Gach asked that the CBP officers conduct their search of his phone in his presence, but they refused and searched it in a private area.

The ACLU filed a formal complaint this week with CBP and Homeland Security officials, challenging the agencies’ right to examine phone data without a warrant.

“Even at the border, the search of an electronic device is governed by the Fourth Amendment,” the ACLU wrote. (The Fourth Amendment protects citizens against unlawful searches and seizures.) “…Any such search should be based on a warrant or, at a minimum, probable cause, and be limited in scope to that information relevant to the agency’s legitimate purpose in conducting the search. However, as the unconstitutional search of Mr. Gach’s phone illustrates, CBP’s policies do not in fact include the requirements necessary to guarantee the constitutionality of a device search.”

The ACLU is challenging CBP’s right to search phones without a warrant. (Image: Customs & Border Protection)

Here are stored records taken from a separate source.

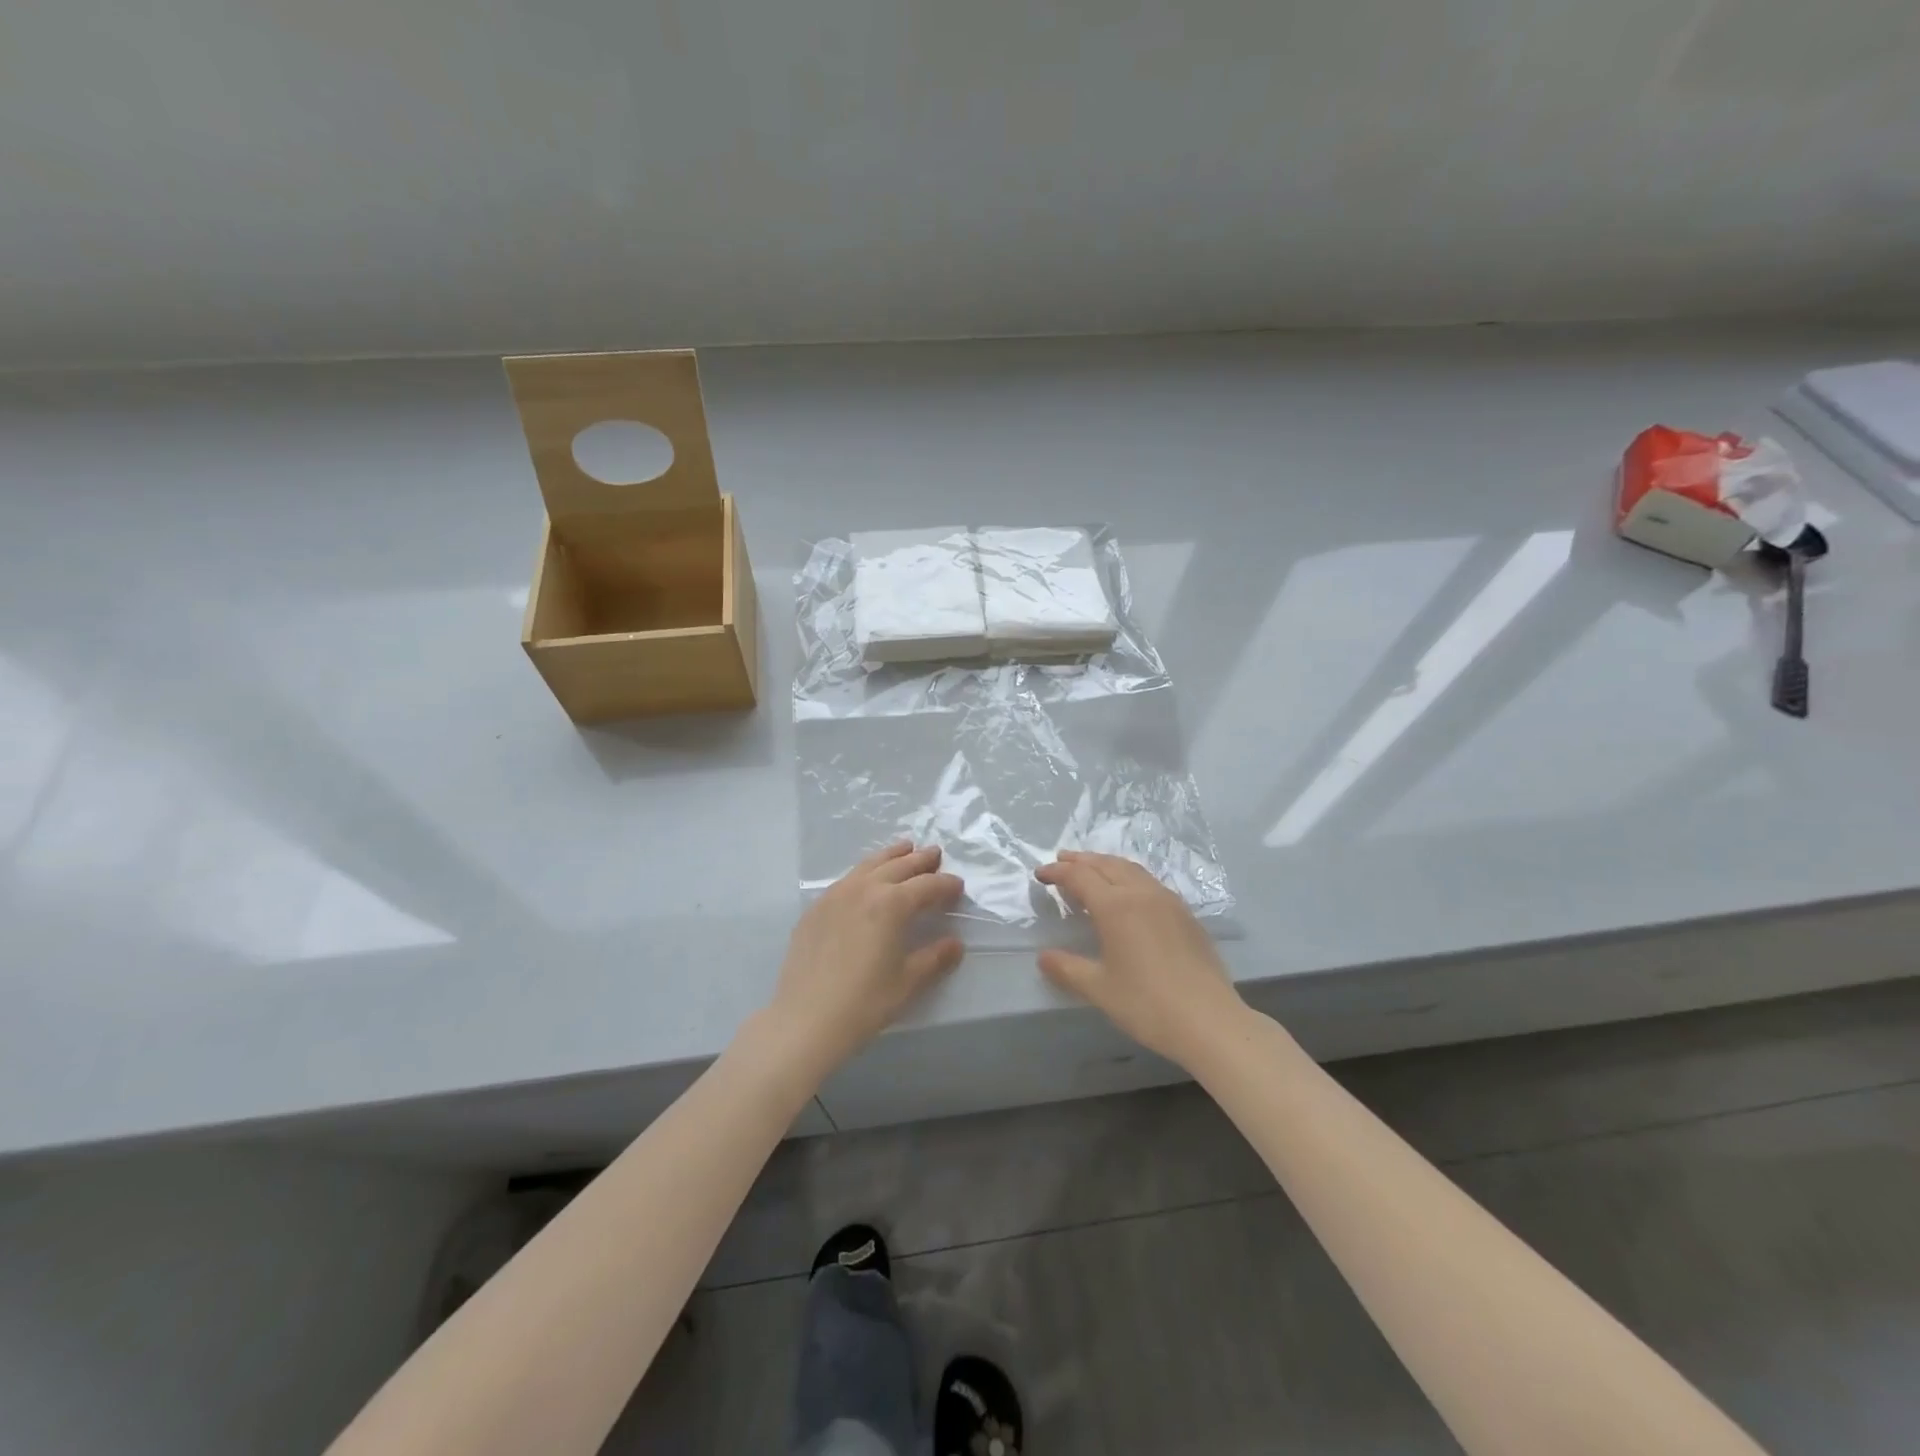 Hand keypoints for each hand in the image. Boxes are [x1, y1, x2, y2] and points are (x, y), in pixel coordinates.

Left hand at [766, 842, 964, 1072]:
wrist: (806, 1019)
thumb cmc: (865, 1002)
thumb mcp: (908, 982)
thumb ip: (935, 958)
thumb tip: (955, 944)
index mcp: (892, 904)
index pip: (927, 886)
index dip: (946, 884)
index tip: (958, 886)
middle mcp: (864, 889)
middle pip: (898, 866)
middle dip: (920, 860)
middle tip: (935, 853)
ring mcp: (835, 895)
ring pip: (869, 865)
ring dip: (891, 856)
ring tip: (905, 848)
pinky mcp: (816, 908)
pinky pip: (847, 879)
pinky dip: (864, 871)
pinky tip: (867, 879)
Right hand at [1036, 851, 1245, 1066]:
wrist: (1210, 1021)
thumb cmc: (1147, 1004)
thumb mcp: (1099, 989)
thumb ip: (1068, 969)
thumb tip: (1043, 957)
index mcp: (1116, 906)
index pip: (1079, 877)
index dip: (1057, 872)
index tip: (1040, 874)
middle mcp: (1141, 894)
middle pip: (1106, 864)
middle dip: (1081, 860)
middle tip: (1061, 860)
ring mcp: (1168, 901)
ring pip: (1131, 869)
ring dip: (1106, 864)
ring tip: (1092, 868)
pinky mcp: (1186, 915)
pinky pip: (1150, 882)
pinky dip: (1129, 876)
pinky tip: (1129, 893) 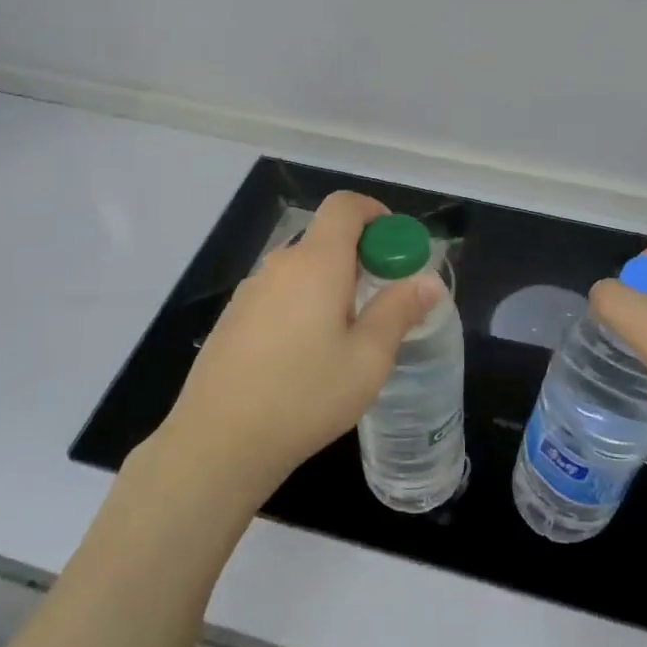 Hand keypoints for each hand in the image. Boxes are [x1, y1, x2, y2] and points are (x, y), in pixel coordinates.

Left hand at [148, 191, 441, 505]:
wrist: (219, 441)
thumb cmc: (305, 396)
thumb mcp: (368, 359)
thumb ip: (399, 311)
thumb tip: (428, 280)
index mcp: (316, 263)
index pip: (344, 205)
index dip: (374, 212)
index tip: (394, 245)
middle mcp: (279, 265)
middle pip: (324, 239)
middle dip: (359, 258)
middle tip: (381, 302)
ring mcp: (249, 291)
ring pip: (301, 270)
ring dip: (330, 285)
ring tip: (345, 337)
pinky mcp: (233, 318)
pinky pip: (278, 295)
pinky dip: (302, 304)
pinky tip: (304, 357) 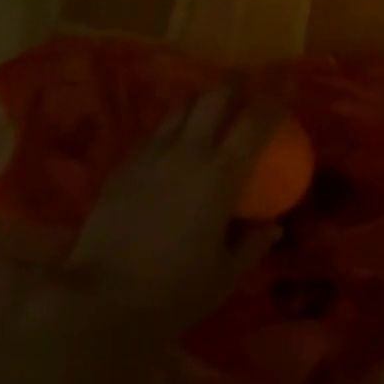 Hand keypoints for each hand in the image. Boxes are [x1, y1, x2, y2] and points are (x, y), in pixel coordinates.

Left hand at [63, 85, 283, 336]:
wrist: (103, 298)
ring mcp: (153, 152)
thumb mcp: (225, 276)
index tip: (280, 103)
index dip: (271, 105)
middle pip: (215, 95)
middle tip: (245, 88)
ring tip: (208, 112)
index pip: (254, 122)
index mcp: (221, 174)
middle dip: (235, 84)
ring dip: (201, 102)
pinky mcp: (125, 162)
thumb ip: (252, 245)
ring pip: (181, 106)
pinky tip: (172, 147)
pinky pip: (155, 132)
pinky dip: (172, 128)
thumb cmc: (174, 292)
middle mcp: (189, 150)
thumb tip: (273, 226) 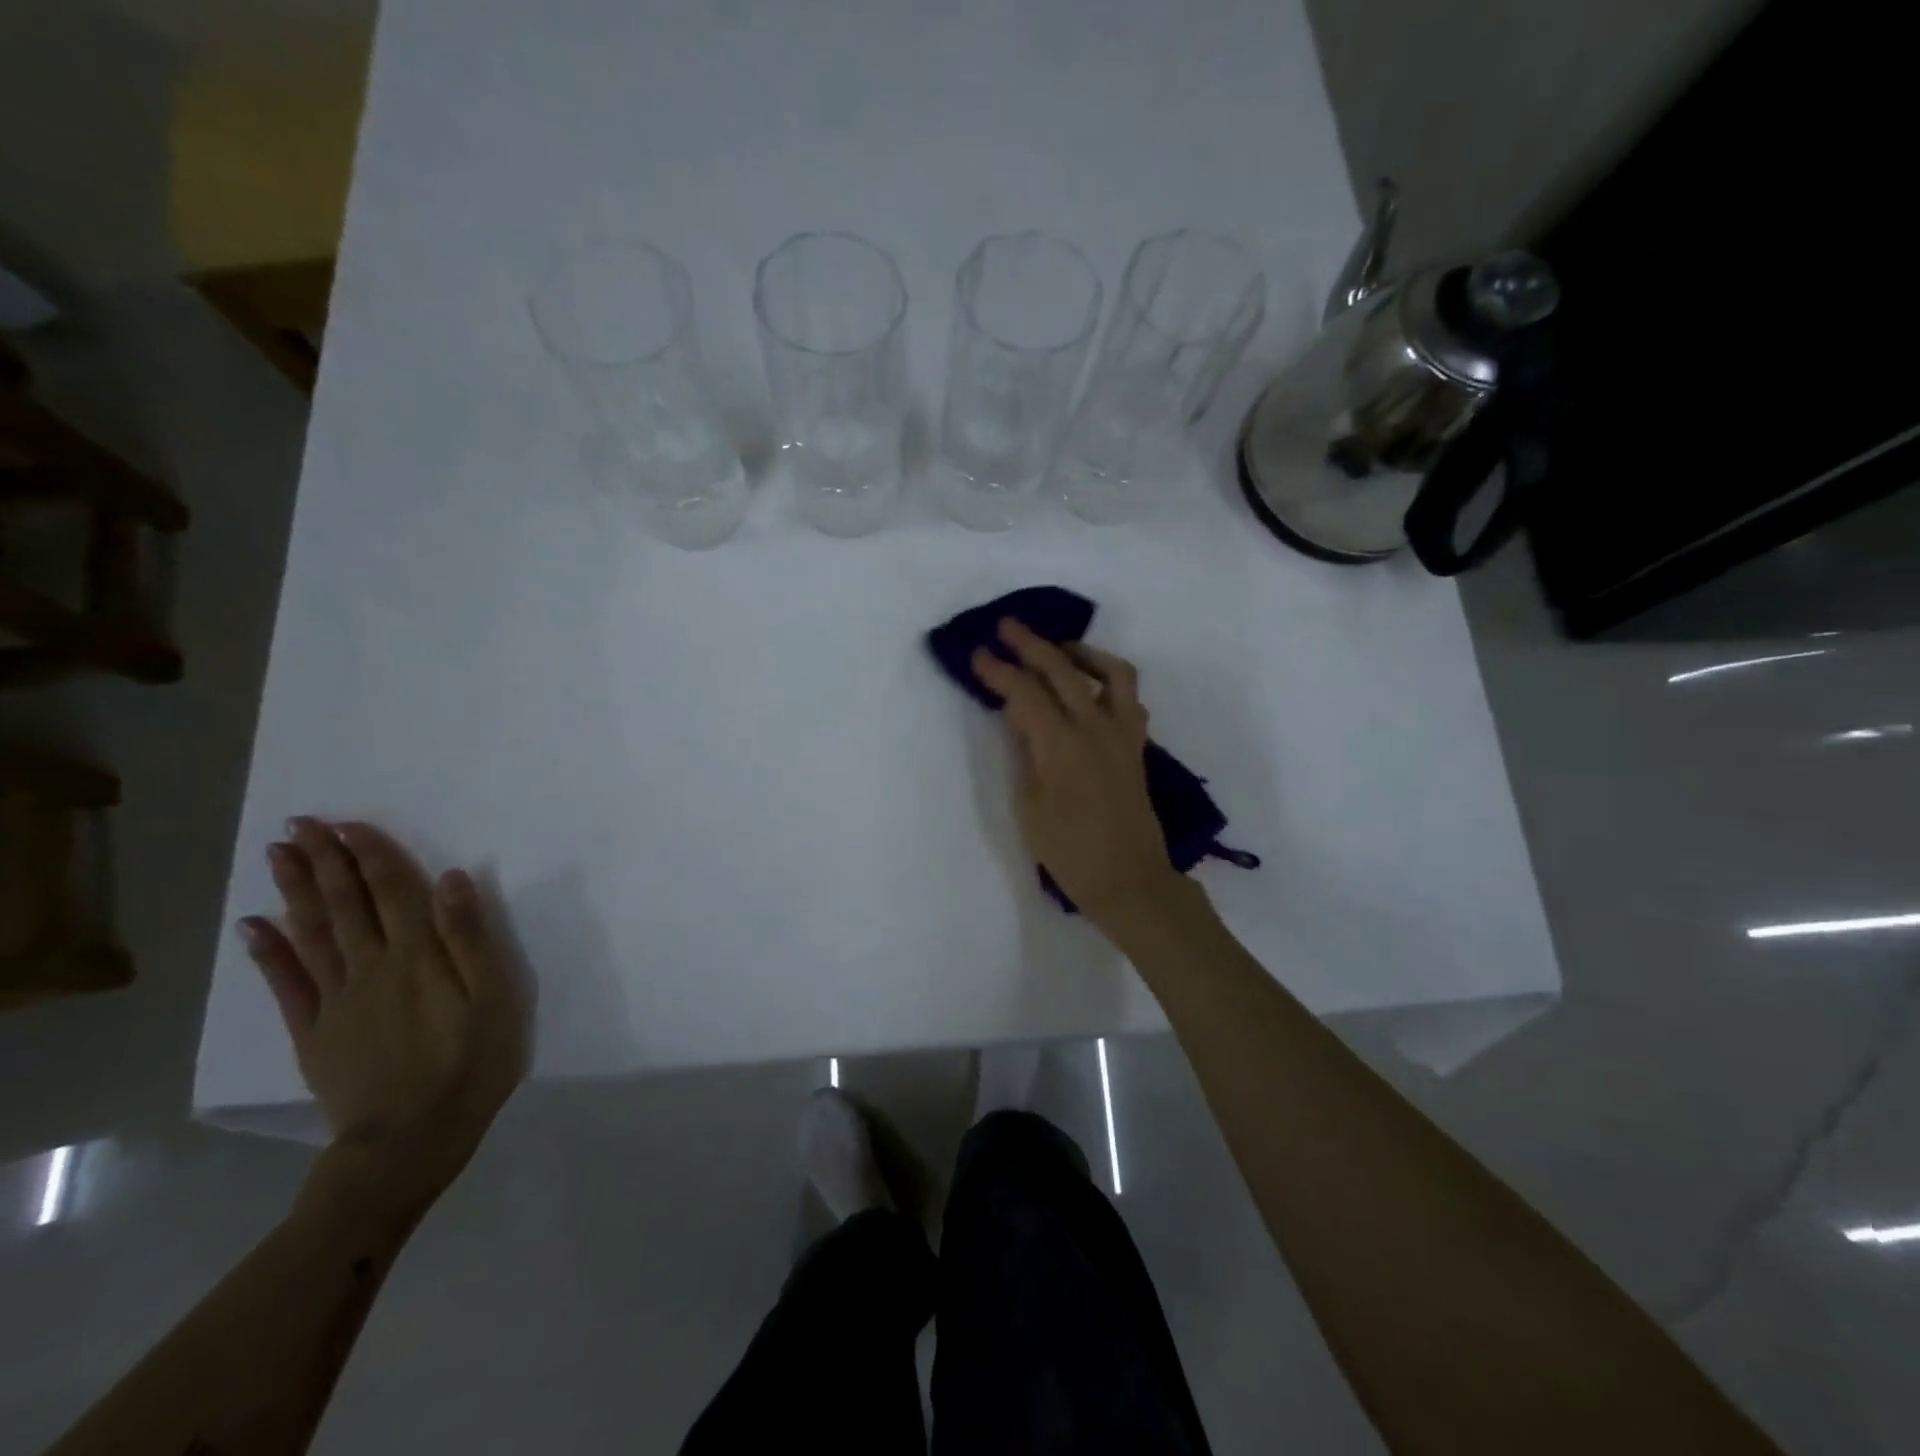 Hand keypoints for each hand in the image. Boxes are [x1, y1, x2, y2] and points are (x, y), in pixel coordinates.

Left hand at [239, 818, 528, 1222]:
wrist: (410, 1139)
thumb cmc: (470, 1062)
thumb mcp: (495, 996)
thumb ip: (471, 938)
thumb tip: (453, 880)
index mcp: (418, 956)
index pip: (393, 892)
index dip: (372, 856)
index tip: (348, 824)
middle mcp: (371, 967)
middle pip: (345, 905)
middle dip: (324, 861)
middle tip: (301, 824)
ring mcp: (336, 999)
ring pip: (312, 933)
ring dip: (294, 892)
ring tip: (277, 856)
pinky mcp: (314, 1032)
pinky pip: (286, 984)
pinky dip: (269, 952)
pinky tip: (254, 926)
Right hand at [971, 619, 1180, 924]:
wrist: (1128, 879)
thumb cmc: (1068, 851)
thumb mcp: (1028, 805)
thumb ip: (1023, 753)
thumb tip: (1018, 717)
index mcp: (1060, 744)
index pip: (1023, 692)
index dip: (998, 670)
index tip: (976, 654)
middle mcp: (1094, 727)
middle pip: (1061, 669)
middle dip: (1030, 644)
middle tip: (1007, 627)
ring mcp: (1121, 733)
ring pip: (1109, 672)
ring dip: (1081, 652)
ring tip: (1058, 649)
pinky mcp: (1136, 744)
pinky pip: (1128, 697)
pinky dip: (1109, 679)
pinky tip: (1090, 686)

The organization noted that the Supreme Court has already held that “a search of an electronic device constitutes a significant intrusion on an individual’s Fourth Amendment privacy interest, and held that searching an electronic device required a warrant even when the search was conducted incident to a lawful arrest. This same principle applies at the border,” ACLU argued.

What’s more, the organization said that CBP itself had issued a directive to its officers that any search of an individual’s phone must be conducted in the person’s presence.

Read more about this issue in this Pro-Publica report & Artnet

The search also likely violated Gach’s First Amendment rights, the ACLU said: “Given the dearth of rules limiting CBP officers’ discretion to inspect and read information contained on or accessible from electronic devices, travelers such as Mr. Gach may justifiably choose not to use their phone to communicate about controversial issues, take photos of artistic works, or maintain a list of professional contacts. In other words, the mere prospect that CBP officers may read information available on digital devices exerts a significant chilling effect on the expression of First Amendment rights.”

The ACLU has become much more active in trying to protect the rights of travelers during the Trump era. It was the ACLU that led the challenge to the Administration’s initial order barring travelers from certain Muslim-majority countries. That order, and a revised version, were blocked by the courts.

Readers: Have you or anyone you know had their phone searched by CBP officers during re-entry to the U.S.? How would you respond if you are ordered to unlock your phone?